In the KOF Maximum Impact line, Ryo is older and is now Mr. Karate instead of Takuma. At least in his alternate costume, although he does have a "classic" look too. This lends a little bit more credence to the idea that the Maximum Impact games are actually supposed to be a continuation of the Art of Fighting => Fatal Fury series, although since they go a completely different direction than the Mark of the Wolves game, I have no idea how that's supposed to work. Mark of the Wolves also features a character who's part of Ryo's karate tradition, and supposedly Ryo's protege, with the 70s blaxploitation look and bizarre name of Khushnood Butt (sometimes Marco Rodriquez), furthering the ties between the two series. 

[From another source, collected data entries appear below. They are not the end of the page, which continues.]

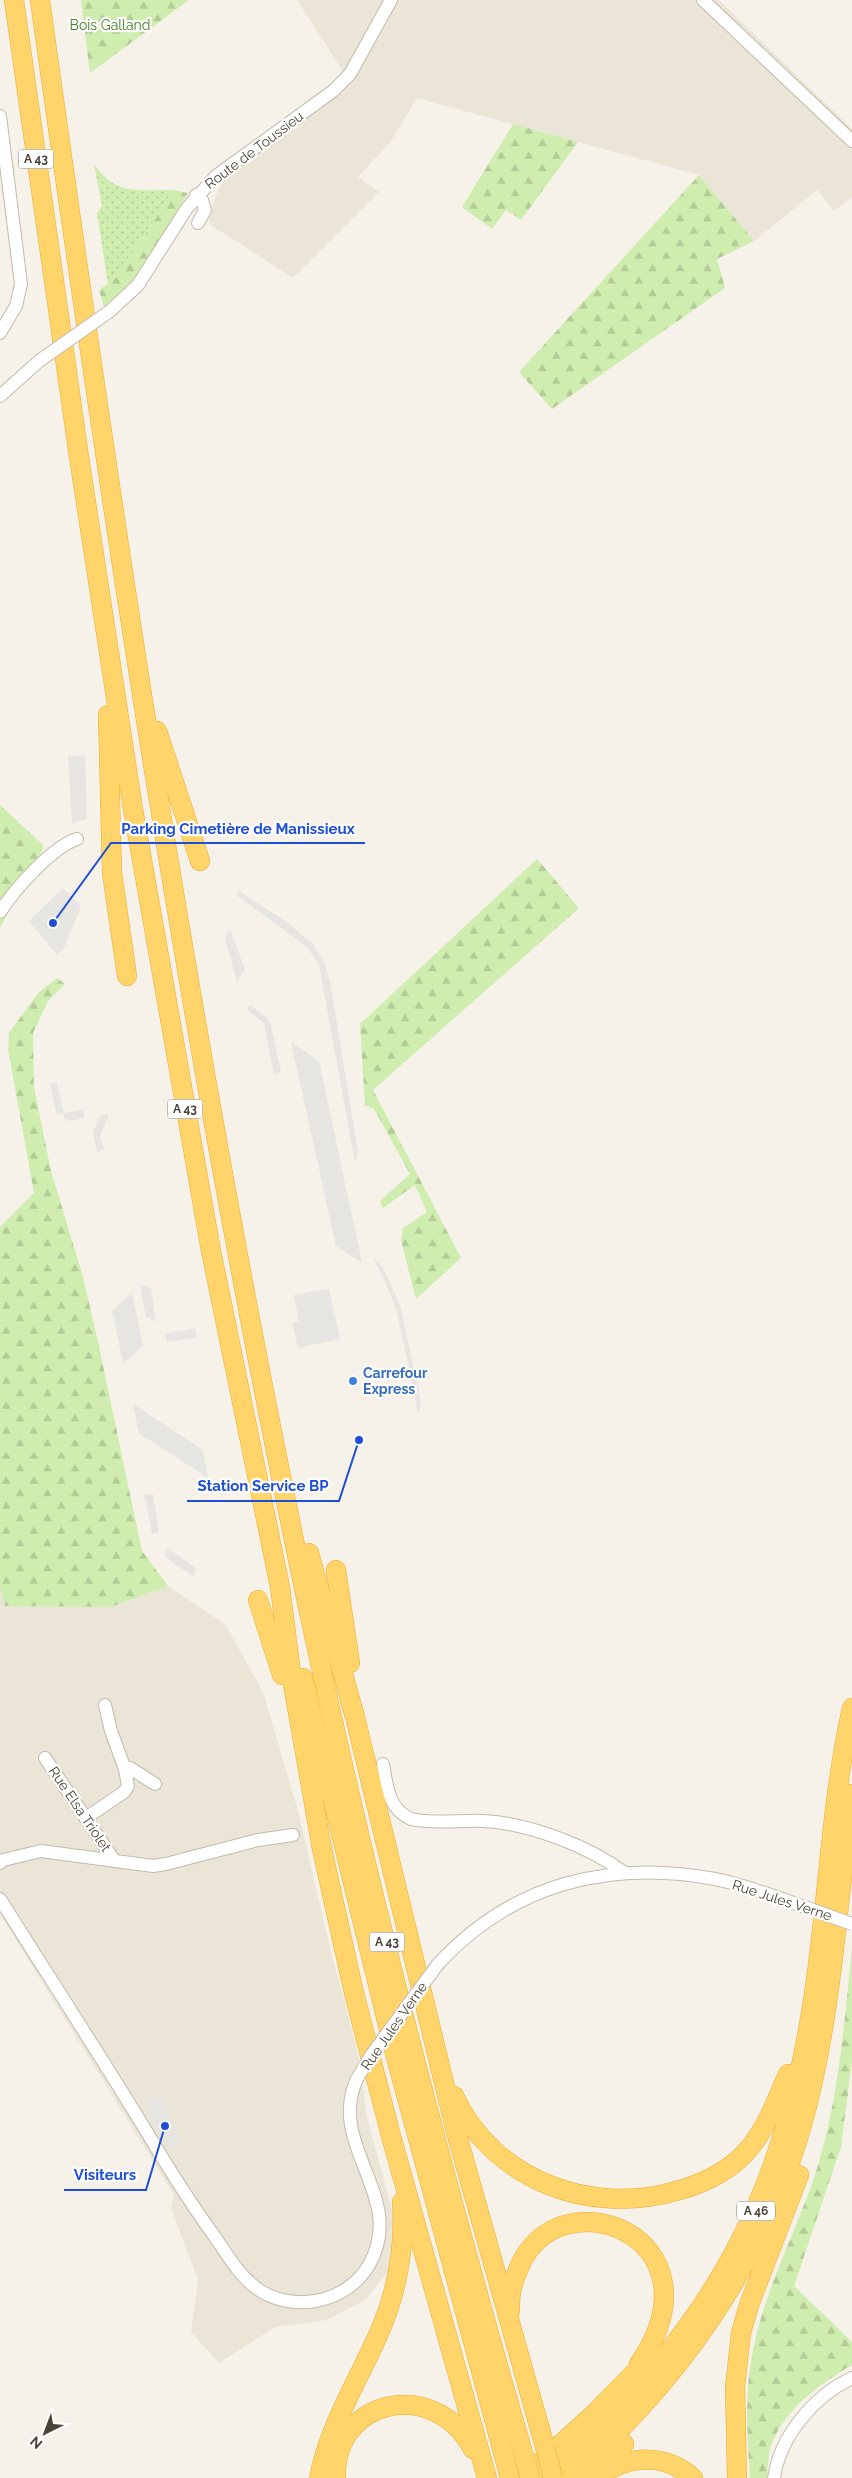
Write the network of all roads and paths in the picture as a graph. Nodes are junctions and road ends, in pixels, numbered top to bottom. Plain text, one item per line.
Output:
1 (14, 0) edge
2 (40, 0) edge
3 (391, 0) edge
4 (703, 0) edge
5 (0, 116) edge
6 (852, 141) edge
7 (196, 195) junction
8 (187, 208) junction
9 (0, 333) edge
10 (0, 396) edge
11 (105, 634) junction
12 (138, 672) junction
13 (77, 839) dead end
14 (200, 861) dead end
15 (0, 912) edge
16 (126, 976) dead end
17 (270, 1415) junction
18 (336, 1570) dead end
19 (280, 1587) junction
20 (258, 1600) dead end
21 (105, 1705) dead end
22 (852, 1708) edge
23 (302, 1740) junction
24 (45, 1758) dead end
25 (374, 1761) junction
26 (126, 1769) junction
27 (155, 1784) dead end
28 (852, 1794) edge
29 (86, 1818) junction
30 (293, 1835) dead end
31 (1, 1860) edge
32 (114, 1860) junction
33 (625, 1873) junction
34 (828, 1876) junction
35 (0, 1899) edge
36 (852, 1924) edge
37 (835, 1943) junction
38 (442, 2069) junction
39 (788, 2074) junction
40 (391, 2136) junction
41 (791, 2196) junction
42 (512, 2329) junction
43 (852, 2378) edge
44 (624, 2383) junction
45 (526, 2473) edge
46 (318, 2478) edge
47 (336, 2478) edge
48 (487, 2478) edge
49 (510, 2478) edge
50 (544, 2478) edge
51 (553, 2478) edge
52 (568, 2478) edge
53 (589, 2478) edge
54 (595, 2478) edge
55 (693, 2478) edge
56 (736, 2478) edge
57 (774, 2478) edge

1 - 11 highway, A 43
2 - 12 highway, A 43
3 - 7 street, Route de Toussieu
4 - 6 street
5 - 9 street
7 - 8 street, Route de Toussieu
7 - 8 street
8 - 10 street, Route de Toussieu, bridge
11 - 16 highway
11 - 19 highway, A 43
12 - 14 highway
12 - 17 highway, A 43
13 - 15 street
17 - 25 highway
17 - 45 highway, A 43
18 - 25 highway
19 - 23 highway
19 - 49 highway, A 43
20 - 23 highway
21 - 26 street
22 - 34 highway, A 46
23 - 40 highway
24 - 29 street, Rue Elsa Triolet
25 - 33 street
25 - 38 highway
26 - 27 street
26 - 29 street
28 - 37 highway, A 46
29 - 32 street, Rue Elsa Triolet
30 - 32 street
31 - 32 street
33 - 35 street, Rue Jules Verne, bridge
33 - 36 street, Rue Jules Verne, bridge
34 - 39 highway
34 - 50 highway, A 46
37 - 41 highway
37 - 52 highway, A 46
38 - 39 highway
38 - 42 highway
39 - 44 highway
40 - 46 highway
40 - 48 highway
41 - 53 highway
41 - 56 highway
42 - 44 highway
42 - 51 highway, bridge
43 - 57 street
44 - 45 highway
47 - 48 highway
54 - 55 highway

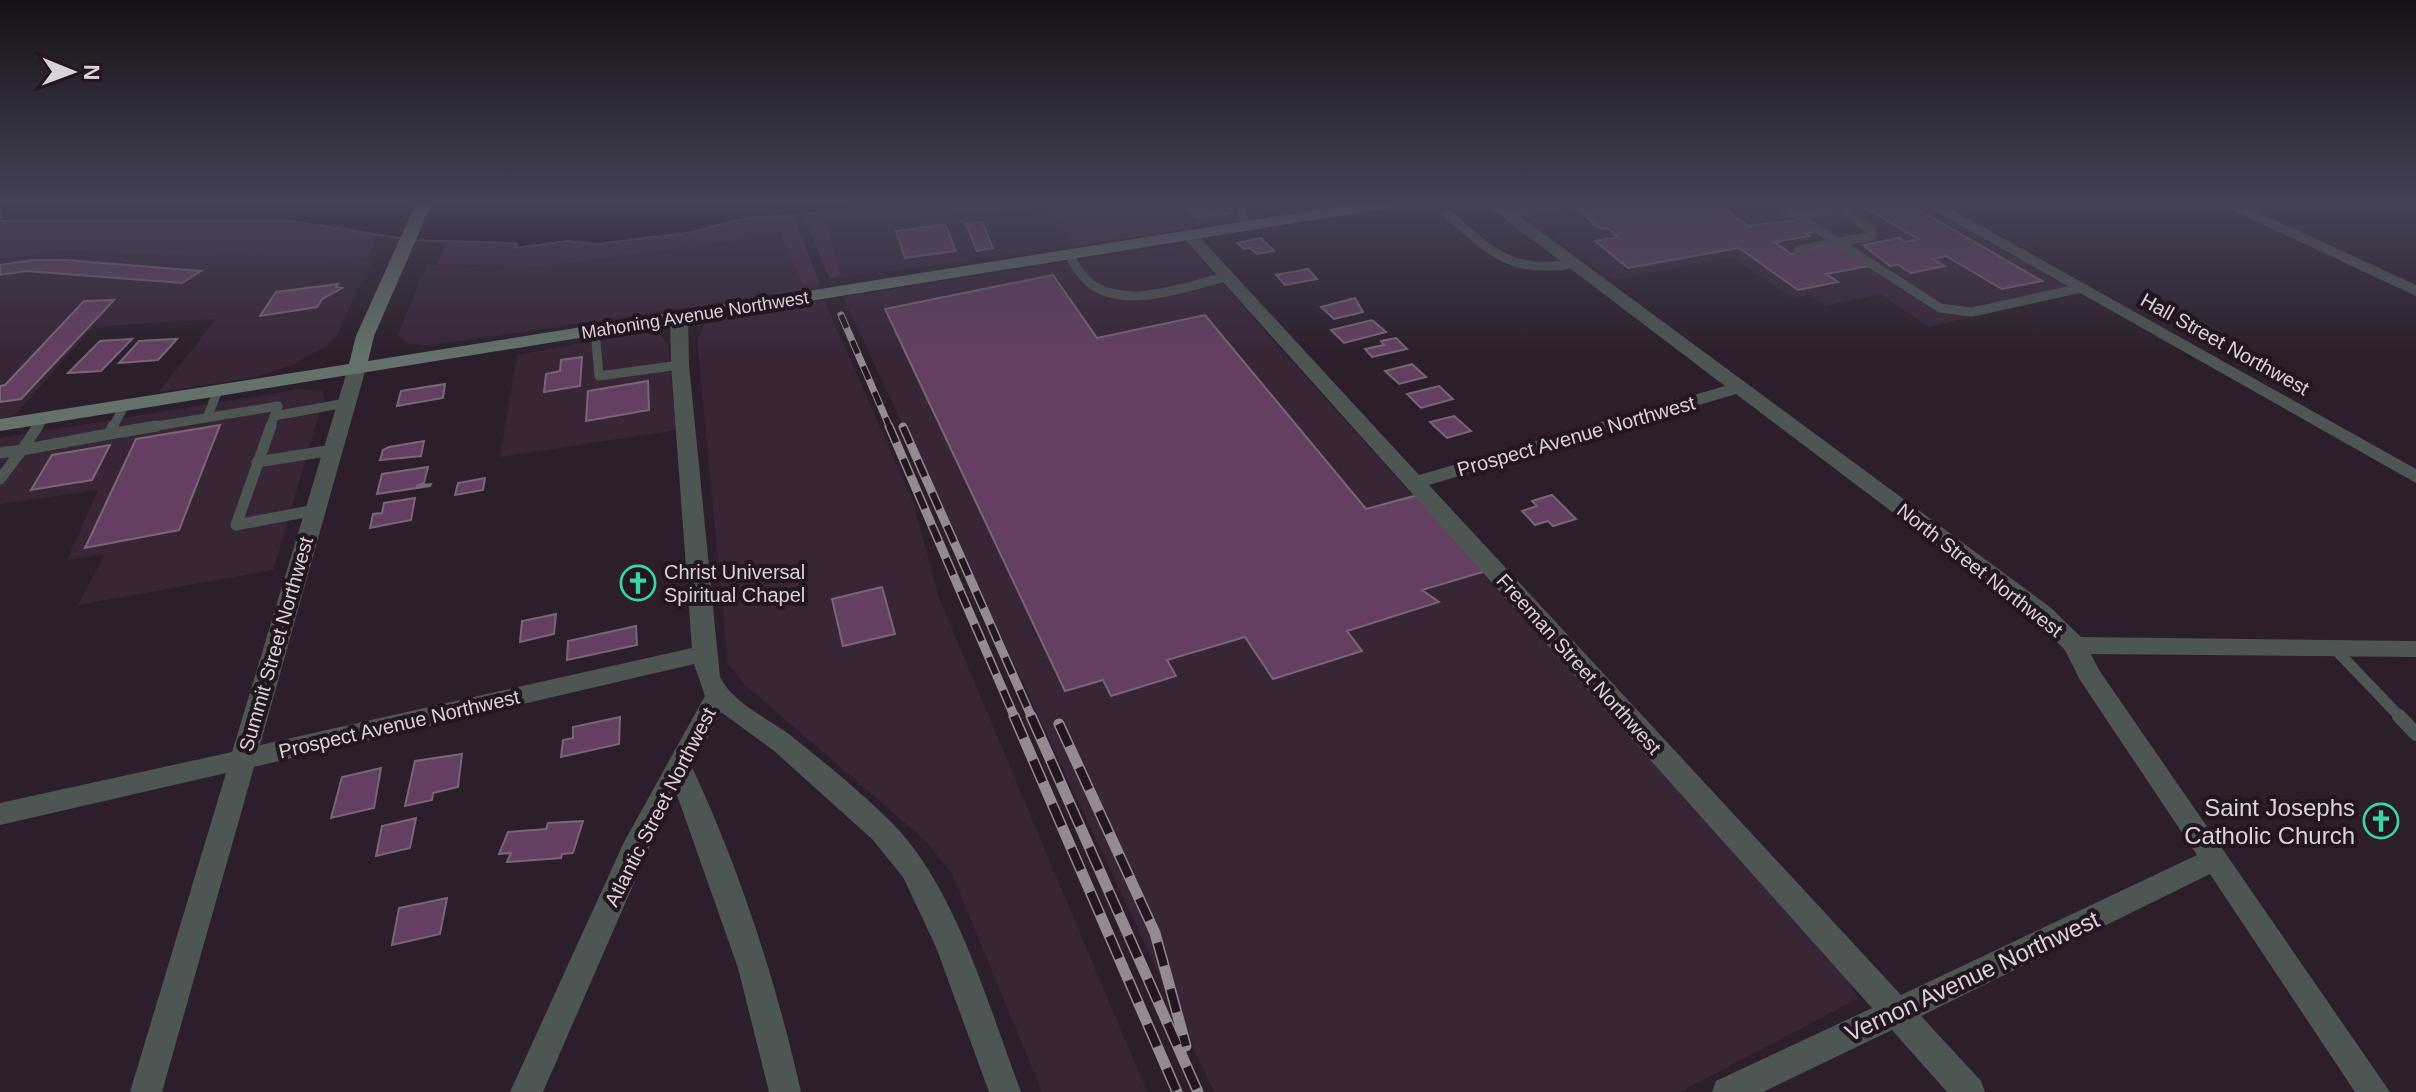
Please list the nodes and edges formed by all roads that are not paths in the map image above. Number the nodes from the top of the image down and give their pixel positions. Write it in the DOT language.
graph roads {
  1 [pos="400,254"];
  2 [pos="1068,254"];
  3 [pos="1205,254"];
  4 [pos="1495,254"];
  5 [pos="1560,254"];
  6 [pos="1856,254"];
  7 [pos="2020,254"];
  8 [pos="2336,254"];
  9 [pos="1573,264"];
  10 [pos="1225,277"];
  11 [pos="2081,288"];
  12 [pos="2416,291"];
  13 [pos="679,317"];
  14 [pos="595,331"];
  15 [pos="680,365"];
  16 [pos="357,368"];
  17 [pos="1738,388"];
  18 [pos="218,390"];
  19 [pos="346,403"];
  20 [pos="125,405"];
  21 [pos="274,416"];
  22 [pos="44,418"];
  23 [pos="207,418"];
  24 [pos="0,425"];
  25 [pos="109,434"];
  26 [pos="22,450"];
  27 [pos="333,450"];
  28 [pos="0,453"];
  29 [pos="257,462"];
  30 [pos="2416,477"];
  31 [pos="0,479"];
  32 [pos="1413,483"];
  33 [pos="315,510"];
  34 [pos="2075,645"];
  35 [pos="2335,649"];
  36 [pos="2416,649"];
  37 [pos="704,653"];
  38 [pos="717,696"];
  39 [pos="2416,734"];
  40 [pos="242,760"];
  41 [pos="680,769"];
  42 [pos="0,814"];
  43 [pos="2216,860"];
  44 [pos="1895,1011"];
  45 [pos="146,1092"];
  46 [pos="526,1092"];
  47 [pos="785,1092"];
  48 [pos="1005,1092"];
  49 [pos="1728,1092"];
  50 [pos="1969,1092"];
  51 [pos="2374,1092"];
  1 -- 16 [label="main road, Summit Street Northwest"];
  2 -- 10 [label="lane"];
  2 -- 13 [label="main road, Mahoning Avenue Northwest"];
  3 -- 10 [label="street, Freeman Street Northwest"];
  4 -- 9 [label="lane"];
  5 -- 9 [label="street, North Street Northwest"];
  6 -- 11 [label="lane"];
  7 -- 11 [label="street, Hall Street Northwest"];
  8 -- 12 [label="street"];
  9 -- 17 [label="street, North Street Northwest"];
  10 -- 32 [label="street, Freeman Street Northwest"];
  11 -- 30 [label="street, Hall Street Northwest"];
  13 -- 14 [label="main road, Mahoning Avenue Northwest"];
  13 -- 15 [label="street, Atlantic Street Northwest"];
  14 -- 15 [label="lane"];
  14 -- 16 [label="main road, Mahoning Avenue Northwest"];
  15 -- 37 [label="street, Atlantic Street Northwest"];
  16 -- 18 [label="main road, Mahoning Avenue Northwest"];
  16 -- 19 [label="street, Summit Street Northwest"];
  17 -- 32 [label="street, Prospect Avenue Northwest"];
  17 -- 34 [label="street, North Street Northwest"];
  18 -- 20 [label="main road, Mahoning Avenue Northwest"];
  18 -- 23 [label="lane"];
  19 -- 21 [label="lane"];
  19 -- 27 [label="street, Summit Street Northwest"];
  20 -- 22 [label="main road, Mahoning Avenue Northwest"];
  20 -- 25 [label="lane"];
  21 -- 23 [label="lane"];
  21 -- 29 [label="lane"];
  22 -- 24 [label="main road, Mahoning Avenue Northwest"];
  22 -- 26 [label="lane"];
  23 -- 25 [label="lane"];
  25 -- 26 [label="lane"];
  26 -- 28 [label="lane"];
  26 -- 31 [label="lane"];
  27 -- 29 [label="lane"];
  27 -- 33 [label="street, Summit Street Northwest"];
  29 -- 33 [label="lane"];
  32 -- 44 [label="street, Freeman Street Northwest"];
  33 -- 40 [label="street, Summit Street Northwest"];
  34 -- 35 [label="street"];
  34 -- 43 [label="street, North Street Northwest"];
  35 -- 36 [label="street"];
  35 -- 39 [label="lane"];
  37 -- 38 [label="street, Atlantic Street Northwest"];
  37 -- 40 [label="street, Prospect Avenue Northwest"];
  38 -- 41 [label="street, Atlantic Street Northwest"];
  38 -- 48 [label="street"];
  40 -- 42 [label="street, Prospect Avenue Northwest"];
  40 -- 45 [label="street, Summit Street Northwest"];
  41 -- 46 [label="street, Atlantic Street Northwest"];
  41 -- 47 [label="street"];
  43 -- 44 [label="street, Vernon Avenue Northwest"];
  43 -- 51 [label="street, North Street Northwest"];
  44 -- 49 [label="street, Vernon Avenue Northwest"];
  44 -- 50 [label="street, Freeman Street Northwest"];
}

It'd really have been nice to see a bit more of the two series tied together in Mark of the Wolves 2, but after SNK went bankrupt and the new SNK Playmore had to reacquire their own I/P from Eolith, or whomever ended up with it, and the hardware underwent major revision, that game was shelved. It was (supposedly) about 70% done, but since it was going to go on the old MVS hardware, one can pretty confidently assume that it'll never be revisited again at this stage, unless someone else does it.

The artists who did the Streets of Rage 4 reboot asked fans what they'd like to see them do some fan art mockups for, and Mark of the Wolves 2 was what was picked, though, suggesting that there's still some demand out there for this stuff. They turned out a pretty nifty mock up (see below) which seems to open the possibility, no matter how remote, that maybe some continuation of the Art of Fighting and Fatal Fury stories will yet happen, through a revised Mark of the Wolves 2, or some such title.